Plaintiffs’ reasoning is not persuasive.
Plaintiffs fail to point to a single provision in any of the contracts wherein the Bureau expressly obligated itself or the United States to furnish to plaintiffs any advance estimate or forecast of the total water supply available for irrigation purposes during the entire growing season.
Contracts are, of course, the expressions of mutual intent and agreement, and, in the absence of any express provision therefor in these contracts, there is no basis for imputing to the United States the assumption of an obligation not merely to make such forecasts but to do so with accuracy or else subject itself to liability for large sums in damages.
Lacking an express promise by the government, plaintiffs argue that because such an accurate annual forecast would be valuable to the farmers a promise by the government to furnish it or pay damages should be implied. But the major obstacle to such an argument is that there is no proof that the government ever agreed to such an obligation or even intended to do so.
With respect to the situation where there is no written contract whatsoever between the parties, Pacific Gas & Elec. Co. v. United States, 3 Cl.Ct. 329, 338-39 (1983), aptly summarizes the requirements for the United States to be deemed to have entered into an implied contract as follows:
*606 A contract implied-in-fact requires a showing of the same mutual intent to contract as that required for an express contract. The fact that an instrument was not executed is not essential to consummation of the agreement. It is essential, however, that the acceptance of an offer be manifested by conduct that indicates assent to the proposed bargain. The requirements of mutuality of intent, and the lack of ambiguity in offer and acceptance, are the same for an implied-in-fact contract as for an express contract; only the nature of the evidence differs. The officer whose conduct is relied upon must have had actual authority to bind the Government in contract. It is plaintiff’s burden to prove that an implied-in-fact contract was made. Extensive negotiations in which the parties demonstrate hope and intent to reach an agreement are not sufficient in themselves to establish a contract implied-in-fact. [Citations omitted.]

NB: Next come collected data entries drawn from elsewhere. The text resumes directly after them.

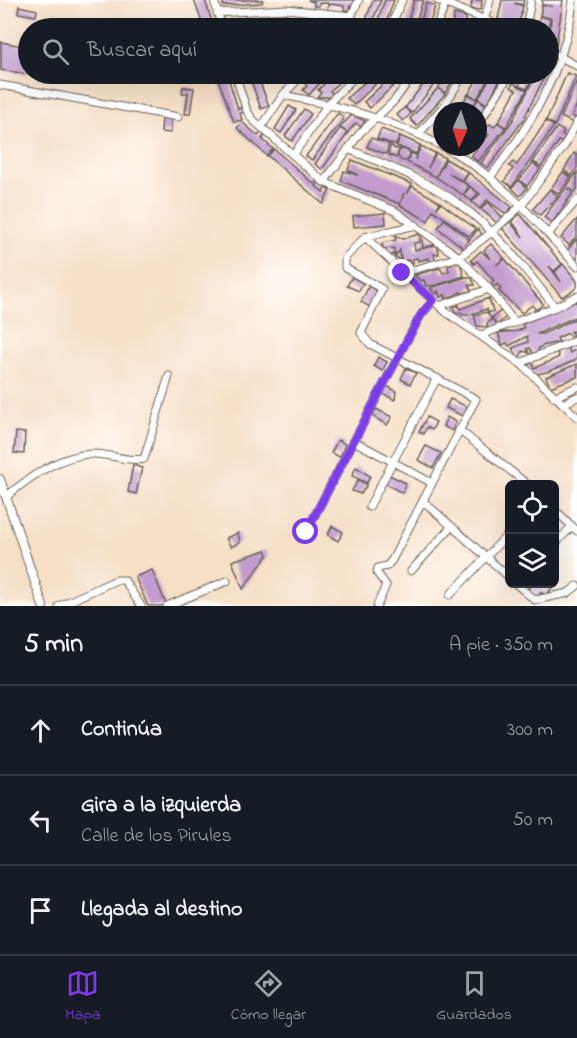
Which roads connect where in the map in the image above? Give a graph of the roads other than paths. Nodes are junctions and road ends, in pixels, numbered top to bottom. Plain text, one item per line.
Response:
1 (214, 0) edge
2 (359, 0) edge
3 (402, 0) edge
4 (438, 0) edge
5 (490, 0) edge
6 (531, 0) edge
7 (573, 0) edge
8 (447, 2) edge
9 (217, 13) junction
10 (352, 16) joint
11 (219, 18) edge
12 (394, 18) edge
13 (440, 18) edge
14 (484, 18) edge
15 (486, 18) edge
16 (528, 18) edge
17 (560, 56) joint
18 (577, 66) edge
19 (239, 84) edge
20 (293, 84) edge
21 (347, 84) edge
22 (407, 84) edge
23 (458, 84) edge
24 (504, 84) edge
25 (548, 84) edge
26 (0, 85) edge
27 (283, 95) junction
28 (328, 104) junction
29 (487, 111) edge
30 (178, 117) dead end
31 (377, 118) junction
32 (577, 123) edge
33 (262, 126) junction
34 (419, 134) junction
35 (433, 141) edge
36 (348, 149) junction
37 (294, 154) junction
38 (460, 156) edge
39 (490, 176) junction
40 (324, 182) junction
41 (577, 200) edge
42 (522, 205) junction
43 (416, 225) junction
44 (492, 232) junction
45 (549, 233) junction
46 (365, 237) junction
47 (459, 257) junction
48 (576, 263) edge
49 (402, 273) junction
50 (489, 289) junction
51 (577, 296) edge
52 (436, 303) junction
53 (555, 307) junction
54 (515, 323) junction
55 (481, 334) junction
56 (577, 340) edge
57 (398, 357) junction
58 (520, 363) junction
59 (169, 376) dead end
60 (437, 378) junction
61 (577, 387) edge
62 (554, 397) junction
63 (577, 397) edge
64 (563, 404) junction
65 (577, 417) edge
66 (459, 430) junction
67 (354, 441) junction
68 (392, 461) junction
69 (0, 479) edge
70 (522, 480) edge
71 (432, 483) junction
72 (6, 497) junction
73 (423, 501) junction
74 (369, 507) dead end
75 (559, 513) edge
76 (451, 527) junction
77 (574, 528) edge
78 (306, 532) dead end
79 (508, 534) edge
80 (559, 541) edge
81 (484, 557) junction
82 (411, 571) dead end
83 (505, 574) edge
84 (227, 581) dead end
85 (577, 586) edge
86 (522, 588) edge
87 (450, 595) dead end
88 (43, 606) edge
89 (59, 606) edge
90 (141, 606) edge
91 (167, 606) edge
92 (377, 606) edge

1 - 9 street
2 - 10 street
3 - 12 street
4 - 8 street
5 - 15 street
6 - 16 street
7 - 17 street
8 - 13 street
8 - 14 street
9 - 10 street
9 - 11 street
17 - 18 street
19 - 33 street
20 - 27 street
21 - 28 street
22 - 31 street
23 - 34 street
24 - 29 street
25 - 39 street
26 - 30 street
27 - 28 street
27 - 33 street
28 - 31 street
28 - 37 street
31 - 34 street
31 - 36 street
32 - 42 street
33 - 37 street
34 - 35 street
36 - 40 street
36 - 44 street
37 - 40 street
38 - 39 street
39 - 42 street
40 - 43 street
41 - 45 street
42 - 44 street
42 - 45 street
43 - 46 street
43 - 47 street
44 - 47 street
44 - 53 street
45 - 48 street
46 - 49 street
46 - 57 street
47 - 49 street
47 - 50 street
49 - 52 street
50 - 52 street
50 - 54 street
51 - 53 street
52 - 55 street
52 - 57 street
53 - 54 street
54 - 55 street
55 - 58 street
56 - 58 street
57 - 60 street
57 - 67 street
58 - 62 street
59 - 72 street
60 - 66 street
60 - 68 street
61 - 62 street
62 - 64 street
63 - 64 street
64 - 65 street
66 - 70 street
66 - 71 street
67 - 68 street
67 - 78 street
68 - 71 street
68 - 74 street
69 - 72 street
71 - 73 street
72 - 88 street
73 - 76 street
73 - 92 street
75 - 77 street
76 - 81 street
76 - 82 street
77 - 80 street
79 - 81 street
81 - 83 street
81 - 87 street
84 - 91 street
85 - 86 street
89 - 90 street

And see also Baltimore & Ohio R.R. v. United States, 261 U.S. 592, 597, 43 S.Ct. 425, 426-427, 67 L.Ed. 816 (1923); Porter v. United States, 204 Ct.Cl. 355, 365, 496 F.2d 583, 590 (1974), cert. denied, 420 U.S. 1004, 95 S.Ct. 1446, 43 L.Ed.2d 761 (1975); and Prevado Village Partnership v. United States, 3 Cl.Ct. 219, 223-24 (1983).
Plaintiffs’ burden of establishing an implied promise is all the more difficult where the parties contemplate that their contractual relationship arises by means of a written agreement. As one authority states:
Only the least thought is necessary to realize that a “gap” in an agreement should not be filled merely because a gap exists. * * * A promise that is not there in language, or an unexpressed condition of an express promise, should be put in by process of implication only when the conduct of the parties reasonably interpreted already has expressed it.
(3 A. Corbin on Contracts, § 569, at 341 (I960).)
The pertinent case law on implied promises is similarly summarized in 17 Am. Jur.2d, Contracts, § 255, at 651-52 (1964):
where a contract is reduced to writing, it is generally held, in the absence of mistake or fraud, that the written contract includes or embodies the whole agreement of the parties and all material provisions, and that, therefore, no additional agreements, obligations, or warranties can be implied. If there is to be any implication, it must result from the language employed in the instrument or be indispensable to carry the intention of the parties into effect. Terms are to be implied in a contract, not because they are reasonable, but because they are necessarily involved in the contractual relationship so that the parties must have intended them and have only failed to express them because of sheer inadvertence or because they are too obvious to need expression. Insofar as it indicates anything, the absence of a particular provision from a contract indicates an intention to exclude it rather than intention to include it. No implied obligation can exist under a contract upon a point which it is apparent was not in the minds of the parties when the contract was executed, and nothing can be implied from a contract which could not have been lawfully expressed therein.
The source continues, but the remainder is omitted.